Parkinson Disease

 

Abstract

Parkinson disease (PD) is the most common neurodegenerative movement disorder. In Europe, prevalence and incidence rates for PD are estimated at approximately 108–257/100 000 and 11–19/100 000 per year, respectively. Risk factors include age, male gender and some environmental factors. The aetiology of the disease in most patients is unknown, but different genetic causes have been identified. Although familial forms of PD account for only 5%–15% of cases, studies on these families provided interesting insight on the genetics and the pathogenesis of the disease allowing the identification of genes implicated in its pathogenesis and offering critical insights into the mechanisms of disease. The cardinal motor symptoms of PD are tremor, rigidity, bradykinesia/akinesia and postural instability, but the clinical picture includes other motor and non-motor symptoms. Its diagnosis is principally clinical, although specific investigations can help the differential diagnosis from other forms of parkinsonism. Pathologically, PD is characterized by the loss of dopaminergic neurons in the pars compacta of the substantia nigra and by accumulation of misfolded α-synuclein, which is found in intra-cytoplasmic inclusions called Lewy bodies. Currently available treatments offer good control of motor symptoms but do not modify the evolution of the disease. This article is intended to provide a comprehensive, general and practical review of PD for the general neurologist.

 

Introduction

Parkinson disease (PD) is the most common neurodegenerative movement disorder 1. Its cardinal motor symptoms are tremor, rigidity, bradykinesia/akinesia and postural instability, but the clinical picture includes other motor and non-motor symptoms (NMSs). The diagnosis is principally clinical, although specific investigations can help the differential diagnosis from other forms of parkinsonism.

 

The pathological hallmarks of PD are loss of dopaminergic neurons in the substantia nigra (SN) pars compacta (SNpc) and accumulation of misfolded α-synuclein, which is found in intra-cytoplasmic inclusions called Lewy bodies (LBs).
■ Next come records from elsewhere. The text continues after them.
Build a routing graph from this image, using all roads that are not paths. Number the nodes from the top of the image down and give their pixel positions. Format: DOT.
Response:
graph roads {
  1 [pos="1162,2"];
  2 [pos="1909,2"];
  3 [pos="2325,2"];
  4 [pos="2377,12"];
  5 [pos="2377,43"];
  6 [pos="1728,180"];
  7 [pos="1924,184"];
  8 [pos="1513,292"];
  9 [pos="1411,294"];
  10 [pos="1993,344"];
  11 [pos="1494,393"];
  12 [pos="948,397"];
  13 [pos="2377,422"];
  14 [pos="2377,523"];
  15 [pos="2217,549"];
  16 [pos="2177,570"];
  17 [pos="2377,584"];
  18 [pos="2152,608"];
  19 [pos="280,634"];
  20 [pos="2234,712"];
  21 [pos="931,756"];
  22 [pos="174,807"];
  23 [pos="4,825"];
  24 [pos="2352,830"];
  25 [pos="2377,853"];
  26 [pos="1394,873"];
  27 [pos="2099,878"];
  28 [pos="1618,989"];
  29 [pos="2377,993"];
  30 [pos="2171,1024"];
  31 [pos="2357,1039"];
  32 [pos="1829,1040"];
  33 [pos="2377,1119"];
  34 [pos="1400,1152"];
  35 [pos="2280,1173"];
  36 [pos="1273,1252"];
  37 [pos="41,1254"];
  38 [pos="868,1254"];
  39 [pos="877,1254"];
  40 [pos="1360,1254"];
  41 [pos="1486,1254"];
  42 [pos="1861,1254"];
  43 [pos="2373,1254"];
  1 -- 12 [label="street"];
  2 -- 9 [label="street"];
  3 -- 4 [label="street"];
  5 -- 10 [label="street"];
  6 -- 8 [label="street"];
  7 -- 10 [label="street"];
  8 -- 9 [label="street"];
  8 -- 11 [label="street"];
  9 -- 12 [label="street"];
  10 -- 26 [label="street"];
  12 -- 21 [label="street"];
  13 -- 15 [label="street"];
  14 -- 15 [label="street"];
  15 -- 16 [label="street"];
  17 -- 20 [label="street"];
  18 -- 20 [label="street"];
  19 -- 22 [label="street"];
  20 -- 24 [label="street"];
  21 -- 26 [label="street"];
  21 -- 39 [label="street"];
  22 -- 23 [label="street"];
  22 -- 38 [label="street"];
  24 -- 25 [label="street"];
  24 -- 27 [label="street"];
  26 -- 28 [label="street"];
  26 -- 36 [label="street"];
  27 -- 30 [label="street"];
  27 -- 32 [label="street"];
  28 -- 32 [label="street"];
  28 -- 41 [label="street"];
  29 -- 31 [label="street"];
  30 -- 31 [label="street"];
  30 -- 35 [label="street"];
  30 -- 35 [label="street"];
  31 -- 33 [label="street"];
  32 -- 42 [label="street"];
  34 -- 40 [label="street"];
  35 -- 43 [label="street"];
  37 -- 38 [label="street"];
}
When patients are first diagnosed, a substantial proportion of dopaminergic neurons in the SNpc has already been lost, and neurodegeneration has spread to other central nervous system regions. The aetiology of the disease in most patients is unknown, but different genetic causes have been identified in approximately 5%–10% of cases. Current treatment of PD is based on the replacement of dopamine, although alternative approaches such as deep brain stimulation (DBS) are suitable for later-stage disease. Currently available treatments offer good control of motor symptoms but do not halt the progression of neurodegeneration, the evolution of the disease and the increasing disability. This article is intended to provide a comprehensive, general and practical review of PD for the general neurologist.

 

Epidemiology and risk factors

In industrialized countries the estimated prevalence of PD is 0.3% in the general population, 1.0% in people older than 60 years and 3.0% in people older than 80 years; incidence rates of PD are estimated to range between 8 and 18 per 100 000 person-years 2. In Europe, estimated prevalence and incidence rates for PD range between 65 and 12,500 per 100 000 and between 5 and 346 per 100 000 person-years respectively 3. Age is the most important risk factor for the disease 2; male gender confers a moderate risk 4. Some environmental factors have been linked to the risk of PD, including certain pesticides and rural-living 5. It is of interest that some substances such as 1-methyl-4-phenyl tetrahydropyridine (MPTP) 6 and annonacin can cause nigrostriatal cell death and a form of atypical parkinsonism 7, 8. Exposure to toxic levels of manganese, trichloroethylene, carbon monoxide and other agents can likewise sometimes lead to a type of parkinsonism, but with clinical and pathological features distinct from PD. β2-adrenoreceptor antagonists have been linked to an increased risk for PD, whilst in contrast β2-adrenoreceptor agonists seem to reduce it 9. Conversely, there is an inverse association between the risk of PD and cigarette smoking 5, coffee drinking 10 calcium channel blockers 11 and statins 12, whilst contrasting evidence is available regarding the use of nonsteroidal anti-inflammatory drugs 13, 14 and uric acid levels or gout 15, 16.

 

Family history is a risk factor for PD and the relative risk in first-degree relatives of PD cases increases by approximately two- to three-fold compared to controls 17. Familial forms of PD account for 5%–15% of cases. The most important genes linked to PD are summarized in Table 1. Parkinson disease comprises a range of motor and non-motor features (Table 2), the expression of which may vary to some degree between patients; however, all patients must exhibit the core clinical features and respond to dopaminergic therapy to satisfy the criteria for the diagnosis of PD 48. The cardinal motor symptoms include tremor, bradykinesia/hypokinesia/akinesia, rigidity – which are usually asymmetric – and postural instability; other motor features are postural abnormalities (camptocormia and Pisa syndrome), gait disturbances and ‘freezing’, micrography, disturbances of speech, hypomimia, and alteration of blinking and eye movements, amongst others. The responsiveness of motor symptoms to levodopa administration is an important and diagnostic feature of PD.